Yıllar sonra yazı yazmaya başladım, ilk yazımın malzemesini de o verdi.
Gazetede ‘‘Renkler’’ adıyla yayınlanan ilk köşeye bakın, resimli bir haber var, onun bana kullanmam için verdiği bir haberdi.
Ben eminim ki gazetecilik camiasında anıları benimki gibi olan çok insan vardır.
Ortak hüznümüzün nasıl olduğunu onu tanımayan sizlerin hissetmemesi normal. Ama pazartesi akşamı atv'de RTÜK tartışmasını izlediyseniz eğer, acımızın nasıl olduğunu o tartışmaya katılan Ertuğrul Özkök'ün suratına bir bakışta anlayabilirdiniz.
Bunca yıldır tanırım onu, böylesine içten burulmuş bir surat ifadesiyle çok az görmüşümdür kendisini.
* * *
Evet yine kalp krizi. Ve yine o istatistiklerde belirtilen yaşlar civarı. Ve yeni bir haber daha.

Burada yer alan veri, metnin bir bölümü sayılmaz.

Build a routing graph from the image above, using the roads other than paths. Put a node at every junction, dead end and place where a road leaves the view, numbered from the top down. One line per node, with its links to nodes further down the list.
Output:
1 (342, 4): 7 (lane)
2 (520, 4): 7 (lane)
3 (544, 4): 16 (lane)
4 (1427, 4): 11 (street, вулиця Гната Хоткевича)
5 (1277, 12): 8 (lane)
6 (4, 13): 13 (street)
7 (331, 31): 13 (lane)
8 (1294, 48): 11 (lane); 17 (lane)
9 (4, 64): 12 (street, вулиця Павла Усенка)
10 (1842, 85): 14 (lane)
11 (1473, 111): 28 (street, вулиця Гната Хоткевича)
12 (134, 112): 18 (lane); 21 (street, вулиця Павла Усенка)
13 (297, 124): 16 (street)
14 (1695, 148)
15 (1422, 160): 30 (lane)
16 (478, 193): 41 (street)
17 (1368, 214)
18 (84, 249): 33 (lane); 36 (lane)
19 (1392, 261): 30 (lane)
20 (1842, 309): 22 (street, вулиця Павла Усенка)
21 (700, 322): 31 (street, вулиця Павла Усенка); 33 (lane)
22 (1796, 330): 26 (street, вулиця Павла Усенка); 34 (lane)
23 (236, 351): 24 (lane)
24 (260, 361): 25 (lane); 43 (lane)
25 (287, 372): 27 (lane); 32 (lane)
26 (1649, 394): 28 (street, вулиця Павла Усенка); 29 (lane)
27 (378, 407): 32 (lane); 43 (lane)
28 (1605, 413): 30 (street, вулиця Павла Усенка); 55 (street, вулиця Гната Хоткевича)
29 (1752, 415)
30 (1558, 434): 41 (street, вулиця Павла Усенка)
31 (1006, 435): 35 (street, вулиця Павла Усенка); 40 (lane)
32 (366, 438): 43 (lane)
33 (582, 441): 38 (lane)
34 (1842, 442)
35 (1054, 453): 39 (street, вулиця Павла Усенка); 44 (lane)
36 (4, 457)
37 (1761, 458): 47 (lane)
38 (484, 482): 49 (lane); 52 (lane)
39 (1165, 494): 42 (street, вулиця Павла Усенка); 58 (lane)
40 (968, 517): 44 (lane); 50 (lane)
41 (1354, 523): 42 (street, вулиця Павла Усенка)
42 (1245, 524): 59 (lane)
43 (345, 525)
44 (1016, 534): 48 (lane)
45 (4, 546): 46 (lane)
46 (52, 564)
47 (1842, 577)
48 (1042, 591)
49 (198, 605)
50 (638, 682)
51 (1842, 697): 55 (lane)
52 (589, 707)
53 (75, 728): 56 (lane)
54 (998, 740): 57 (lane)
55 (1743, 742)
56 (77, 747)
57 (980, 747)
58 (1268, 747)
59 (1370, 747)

Lanet bir meslek bu yemin ediyorum.
Yıllar boyu her akşam tüketilen bir ürünü yarın tekrar yeni baştan yapmak için oturacaksın beyaz sayfanın başına.
Her gün çalan her telefonla ölüp ölüp dirileceksin. Her sabah işe gelirken başka gazetelerde ne var diye korkacaksın.
Gece yarısı telefon çaldığında anne babanın sağlığını değil de ‘‘Acaba ne haber atlamışım’’ diye düşüneceksin.
Yıllar boyu biriktireceksin bu stresi içinde.
Tabii ki patlayacak bir yerlerden.
Allah kahretsin.
* * *
Arkasından yazılanları belki okumuşsunuzdur. Yaz kış, tatil yapmadan çalışırdı Orhan Olcay.
Ama sevgili eşiyle bana yıllar önce anlattıkları bir şeyi de izin verin sizinle ben paylaşayım.
Aynı şehirdelerse eğer, her akşam birlikte yemek yemişler ikisi. Bir tek gün bile bozmamışlar bu kuralı.
Yani saat kaç olursa olsun, Orhan Abi iş nedeniyle ne kadar gecikirse geciksin birlikte otururlarmış masaya.
Başka bir iş yapıyor olsaydı Orhan Olcay, belki bu beni etkilemezdi ama İstanbul'un magazin dünyasının imparatorunun ailesine, düzenine böylesine bağlı olması beni çok etkilemişti. Hálá da etkiliyor.
* * *
Üzülme yılları bunlar. Aynı zamanda da korku yılları.
Bunu biliyorum bilmesine de ne yaşarsam yaşayayım hálá daha alışamadım bu yaşa ben.
Orhan Abi'nin eşine, kızına, yakınlarına, Hürriyet'teki arkadaşlara sabır diliyorum.